Rio has four neighborhoods, or zones as they are called, including North (Zona Norte), Center (Centro), West (Zona Oeste), and South (Zona Sul). In Zona Norte, there is very little to see other than the Maracanã Stadium, the Quinta da Boa Vista gardens, and the Galeão Airport. Beyond this, the majority of this neighborhood is industrial, and the location of many of the country’s favelas, or shantytowns. I suggest avoiding this area, as it is not a place to wander around or get lost in; the safe areas listed above are heavily patrolled.

According to Frommer’s Brazil, there is not much in the way of activities for tourists in Zona Oeste as this is where many of the locals live, and it is mostly residential, except for a few restaurants.

Centro Rio’s central neighborhood is where the locals work, and it contains mostly business high-rises. However, it is also the oldest area of the city, and as such, offers visitors the opportunity to visit historic and famous sites such as churches, museums, and monuments. Visit this area during the week because it is a deserted, high-risk danger area for visitors on the weekends.

Zona Sul is really the place to be because most of the action in Rio happens here. Located in this zone is Mount Corcovado with the world famous Christ the Redeemer statue at the top, which they recently renovated. Another hit in Zona Sul is Sugarloaf, a granite cliff that rises sharply against the splendor of the surrounding ocean. There are cable cars available to take you to the top, or you can hike up if you are brave enough. The area is fairly secure since there is a large military presence in the area.

Perhaps the biggest draw of Rio is the beaches. Is it any wonder why the beaches in Rio are always at the top of the “best beaches” lists put out by travel experts? Two of the most famous of Rio’s many beaches, Copacabana and Ipanema, are located in Zona Sul. Copacabana is the main tourist beach and usually draws huge crowds.

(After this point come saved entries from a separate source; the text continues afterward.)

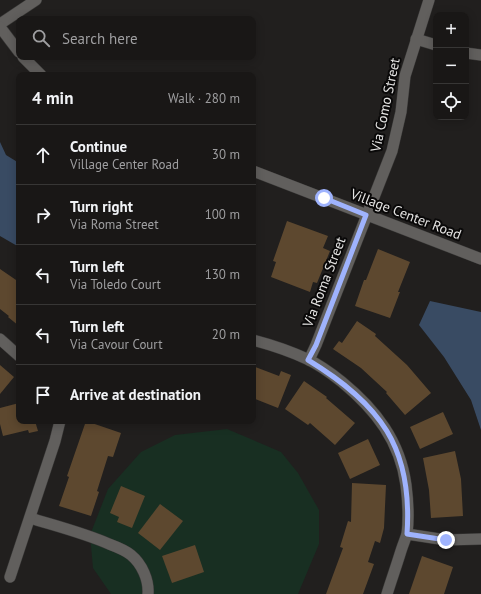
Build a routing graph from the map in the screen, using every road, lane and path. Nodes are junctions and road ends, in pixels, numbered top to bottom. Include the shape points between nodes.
1 (36, 0) edge
2 (429, 0) edge
3 (0, 25) edge
4 (416, 39) junction
5 (433, 44) edge
6 (16, 48) edge
7 (469, 53) edge
8 (481, 55) edge
9 (27, 60) edge
10 (39, 72) edge
11 (256, 172) edge
12 (366, 215) junction
13 (481, 259) edge
14 (0, 339) edge
15 (256, 341) edge
16 (16, 353) edge
17 (308, 360) junction
18 (59, 424) edge
19 (30, 518) junction
20 (407, 534) junction
21 (481, 539) edge
22 (10, 577) dead end
23 (148, 594) edge
24 (387, 594) edge

1 - 3 street
2 - 4 street, Via Como Street
3 - 6 street
4 - 5 street
4 - 12 street, Via Como Street via 405,76 401,112 392,151
7 - 8 street
9 - 10 street
11 - 12 street, Village Center Road
12 - 13 street, Village Center Road
12 - 17 street, Via Roma Street
14 - 16 street
15 - 17 street via 277,346
17 - 20 street via 332,374 356,393 373,411 393,442 400,456 405,477
18 - 19 street
19 - 22 street
19 - 23 street via 124,550 140,566 148,583
20 - 21 street via 446,540
20 - 24 street

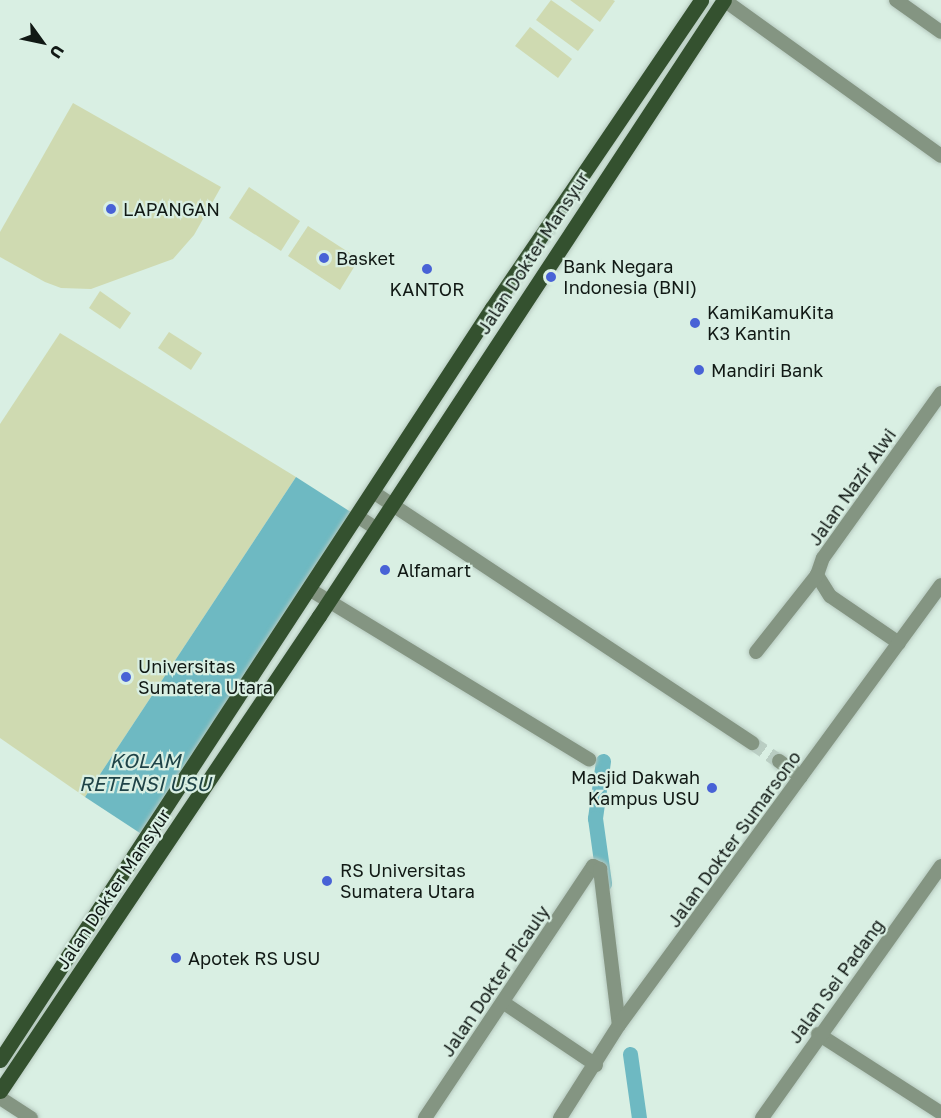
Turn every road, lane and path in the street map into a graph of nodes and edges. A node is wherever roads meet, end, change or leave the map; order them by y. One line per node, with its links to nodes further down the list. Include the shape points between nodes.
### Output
1 (700, 0): 7 (main road, Jalan Dokter Mansyur)
2 (724, 0): 5 (street); 8 (main road, Jalan Dokter Mansyur)
3 (896, 0): 4 (street)
4 (941, 32)
5 (941, 156)
6 (941, 393): 11 (street, Jalan Nazir Alwi, via 823,558)
7 (373, 492): 8 (street); 9 (main road, Jalan Dokter Mansyur)
8 (392, 505): 10 (main road, Jalan Dokter Mansyur); 17 (street)
9 (357, 516): 10 (street); 13 (main road, Jalan Dokter Mansyur)
10 (377, 529): 14 (main road, Jalan Dokter Mansyur)
11 (817, 575): 15 (street, Jalan Nazir Alwi, via 830,596); 16 (street)
12 (941, 585): 15 (street, Jalan Dokter Sumarsono)
13 (309, 589): 14 (street); 21 (main road, Jalan Dokter Mansyur)
14 (329, 601): 18 (street); 22 (main road, Jalan Dokter Mansyur)
15 (899, 643): 20 (street, Jalan Dokter Sumarsono)
16 (756, 652)
17 (752, 743)
18 (589, 759)
19 (779, 761): 20 (street)
20 (801, 777): 25 (street, Jalan Dokter Sumarsono)
21 (146, 837): 22 (street); 27 (main road, Jalan Dokter Mansyur)
22 (164, 849): 29 (main road, Jalan Dokter Mansyur)
23 (941, 866): 26 (street, Jalan Sei Padang)
24 (504, 1003): 25 (street, Jalan Dokter Picauly, via 596,866 600,869); 28 (street); 33 (street, Jalan Dokter Picauly)
25 (619, 1025): 28 (street, Jalan Dokter Sumarsono)
26 (818, 1034): 31 (street); 35 (street, Jalan Sei Padang)
27 (0, 1060)
28 (596, 1065): 34 (street, Jalan Dokter Sumarsono)
29 (0, 1090)
30 (0, 1098): 32 (street)
31 (941, 1113)
32 (32, 1118)
33 (424, 1118)
34 (560, 1118)
35 (762, 1118)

During the summer, visitors can see free concerts, however, since solicitation of prostitution occurs frequently on this beach, even in the daytime, visitors should also beware. Ipanema beach is a more upscale beach, and the place to run into famous people. This beach attracts much of the homosexual population in the city, and they openly show off their sexuality. Therefore, if you travel with small children, I suggest using extra caution on this beach to make sure your children do not see more than you want them to.

Cariocas (Rio natives) are image crazy, and an abundance of shopping centers near the beaches provides visitors with everything from Carnival costumes to jewelry. The nightlife is also active here, and when the sun goes down, the revelers come out, and it is common for the party to spill over into the streets, especially during Carnival.

Speaking of Carnival, no visit to Rio is complete without taking in a performance of one of the local samba schools. Samba is a way of life to Brazillians (could that be why they are all so beautiful?) Carnival happens in the spring, right before Lent, but the Samba schools practice endlessly, and work tirelessly on their floats and costumes. Rehearsals begin in late September or early October, and offer you the chance to see the beautiful dancing in action, and learn the moves yourself. Grab your bikini, sun block, party spirit, and head down to Rio for some fun in the sun; you will not regret it.